» To do
Scan the data below for the string "graph". Copy every line where it appears.
_ _ _ _
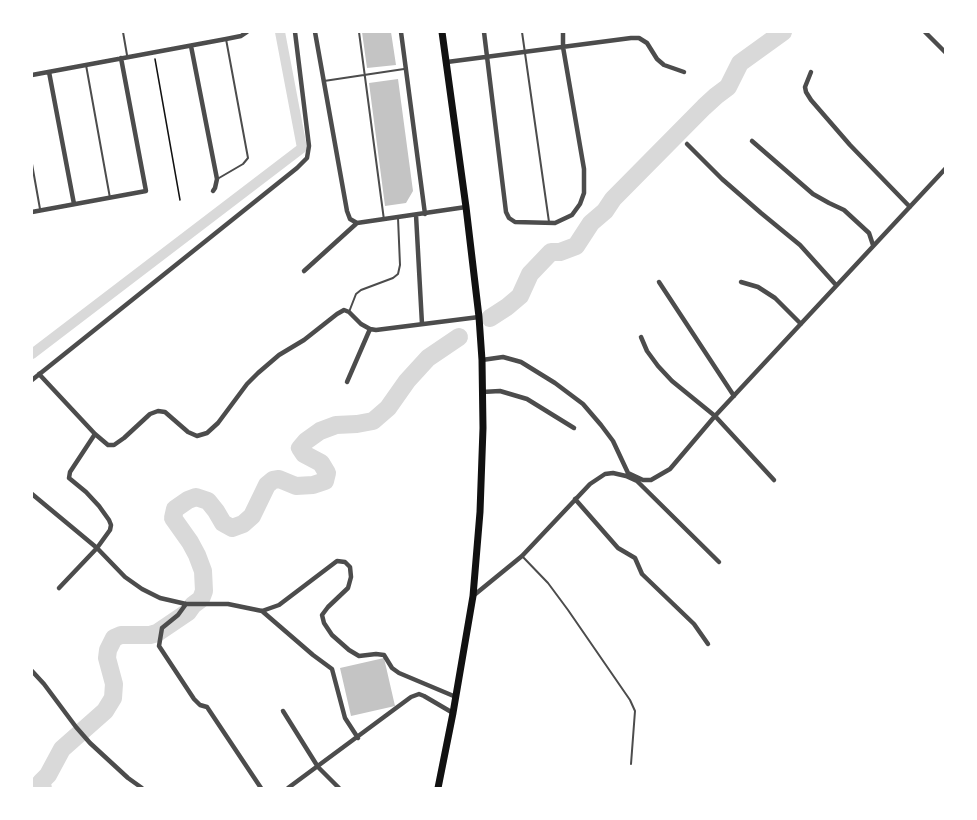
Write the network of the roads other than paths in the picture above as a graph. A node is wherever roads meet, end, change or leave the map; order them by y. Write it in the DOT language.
graph roads {
  1 [pos="123,32"];
  2 [pos="247,32"];
  3 [pos="295,32"];
  4 [pos="315,32"];
  5 [pos="359,32"];
  6 [pos="401,32"];
  7 [pos="442,32"];
  8 [pos="484,32"];
  9 [pos="522,32"];
  10 [pos="563,32"];
  11 [pos="925,32"];
  12 [pos="226,39"];
  13 [pos="191,46"];
  14 [pos="563,47"];
  15 [pos="525,52"];
  16 [pos="945,53"];
  17 [pos="487,56"];
  18 [pos="128,57"];
  19 [pos="121,58"];
  20 [pos="447,62"];
  21 [pos="86,64"];
  22 [pos="406,69"];
  23 [pos="49,72"];
  24 [pos="684,72"];
  25 [pos="811,72"];
  26 [pos="32,75"];
  27 [pos="364,75"];
  28 [pos="324,81"];
  29 [pos="752,141"];
  30 [pos="687,144"];
  31 [pos="32,165"];
  32 [pos="945,168"];
  33 [pos="217,179"];
  34 [pos="213,192"];
  35 [pos="110,198"];
  36 [pos="74,204"];
  37 [pos="466,207"];
  38 [pos="910,207"];
  39 [pos="40,211"];
  40 [pos="32,212"];
  41 [pos="425,214"];
  42 [pos="416,215"];
  43 [pos="398,218"];
  44 [pos="384,220"];
  45 [pos="549,222"];
  46 [pos="357,224"];
  47 [pos="873,245"];
  48 [pos="304,271"];
  49 [pos="659,282"];
  50 [pos="741,282"];
  51 [pos="836,285"];
  52 [pos="349,312"];
  53 [pos="478,317"];
  54 [pos="422,324"];
  55 [pos="801,324"];
  56 [pos="370,329"];
  57 [pos="640,337"];
  58 [pos="482,360"];
  59 [pos="39,374"];
  60 [pos="32,380"];
  61 [pos="347,381"];
  62 [pos="482,392"];
  63 [pos="734,396"];
  64 [pos="715,416"];
  65 [pos="574,428"];
  66 [pos="95,434"];
  67 [pos="612,473"];
  68 [pos="628,473"];
  69 [pos="774,480"];
  70 [pos="32,494"];
  71 [pos="575,499"];
  72 [pos="97,548"];
  73 [pos="522,556"];
  74 [pos="719,562"];
  75 [pos="59,588"];
  76 [pos="473,596"];
  77 [pos="188,604"];
  78 [pos="262,611"];
  79 [pos="708,644"];
  80 [pos="32,671"];
  81 [pos="456,697"];
  82 [pos="283,711"];
  83 [pos="453,713"];
  84 [pos="358,738"];
  85 [pos="631,764"];
  86 [pos="318,767"];
  87 [pos="142,789"];
  88 [pos="261,789"];
  89 [pos="288,789"];
  90 [pos="339,789"];
  91 [pos="438,789"];
  1 -- 18 [label="lane"];
  2 -- 12 [label="street"];
  3 -- 59 [label="street"];
  4 -- 28 [label="street"];
  5 -- 27 [label="lane"];
  6 -- 22 [label="street"];
  7 -- 20 [label="main road"];
  8 -- 17 [label="street"];
  9 -- 15 [label="lane"];
  10 -- 14 [label="street"];
  11 -- 16 [label="street"];
  12 -- 13 [label="street"];
  12 -- 33 [label="lane"];
  13 -- 18 [label="street"];
  13 -- 33 [label="street"];
  14 -- 15 [label="street"];
  14 -- 24 [label="street"];
  14 -- 45 [label="street"];
  15 -- 17 [label="street"];
  15 -- 45 [label="lane"];
  17 -- 20 [label="street"];
  17 -- 45 [label="street"];
  18 -- 19 [label="street"];
  19 -- 21 [label="street"];
  19 -- 35 [label="street"];
  20 -- 37 [label="main road"];
  21 -- 23 [label="street"];
  21 -- 35 [label="lane"];
  22 -- 27 [label="lane"];
  22 -- 41 [label="street"];
  23 -- 26 [label="street"];
  23 -- 36 [label="street"];
  25 -- 38 [label="street"];
  27 -- 28 [label="lane"];
  27 -- 44 [label="lane"];
  28 -- 46 [label="street"];
  29 -- 47 [label="street"];
  30 -- 51 [label="street"];
  31 -- 39 [label="lane"];
  32 -- 38 [label="street"];
  33 -- 34 [label="street"];
  35 -- 36 [label="street"];
  36 -- 39 [label="street"];
  37 -- 41 [label="street"];
  37 -- 53 [label="main road"];
  38 -- 47 [label="street"];
  39 -- 40 [label="street"];
  41 -- 42 [label="street"];
  42 -- 43 [label="street"];
  42 -- 54 [label="street"];
  43 -- 44 [label="street"];
  43 -- 52 [label="lane"];
  44 -- 46 [label="street"];
  46 -- 48 [label="street"];
  47 -- 51 [label="street"];
  49 -- 63 [label="street"];
  50 -- 55 [label="street"];
  51 -- 55 [label="street"];
  52 -- 56 [label="street"];
  52 -- 66 [label="street"];
  53 -- 54 [label="street"];
  53 -- 58 [label="main road"];
  54 -- 56 [label="street"];
  55 -- 63 [label="street"];
  56 -- 61 [label="street"];
  57 -- 64 [label="street"];
  58 -- 62 [label="main road"];
  58 -- 68 [label="street"];
  59 -- 60 [label="street"];
  59 -- 66 [label="street"];
  62 -- 65 [label="street"];
  62 -- 76 [label="main road"];
  63 -- 64 [label="street"];
  64 -- 68 [label="street"];
  64 -- 69 [label="street"];
  66 -- 72 [label="street"];
  67 -- 68 [label="street"];
  67 -- 71 [label="street"];
  67 -- 74 [label="street"];
  70 -- 72 [label="street"];
  71 -- 73 [label="street"];
  71 -- 79 [label="street"];
  72 -- 75 [label="street"];
  72 -- 77 [label="street"];
  73 -- 76 [label="street"];
  73 -- 85 [label="lane"];
  76 -- 81 [label="main road"];
  77 -- 78 [label="street"];
  77 -- 88 [label="street"];
  78 -- 81 [label="street"];
  78 -- 84 [label="street"];
  80 -- 87 [label="street"];
  81 -- 83 [label="main road"];
  82 -- 86 [label="street"];
  83 -- 84 [label="street"];
  83 -- 91 [label="main road"];
  84 -- 86 [label="street"];
  86 -- 89 [label="street"];
  86 -- 90 [label="street"];
}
_ _ _ _
» Written answer
Write the network of the roads other than paths in the picture above as a graph. A node is wherever roads meet, end, change or leave the map; order them by y. Write it in the DOT language.
graph roads {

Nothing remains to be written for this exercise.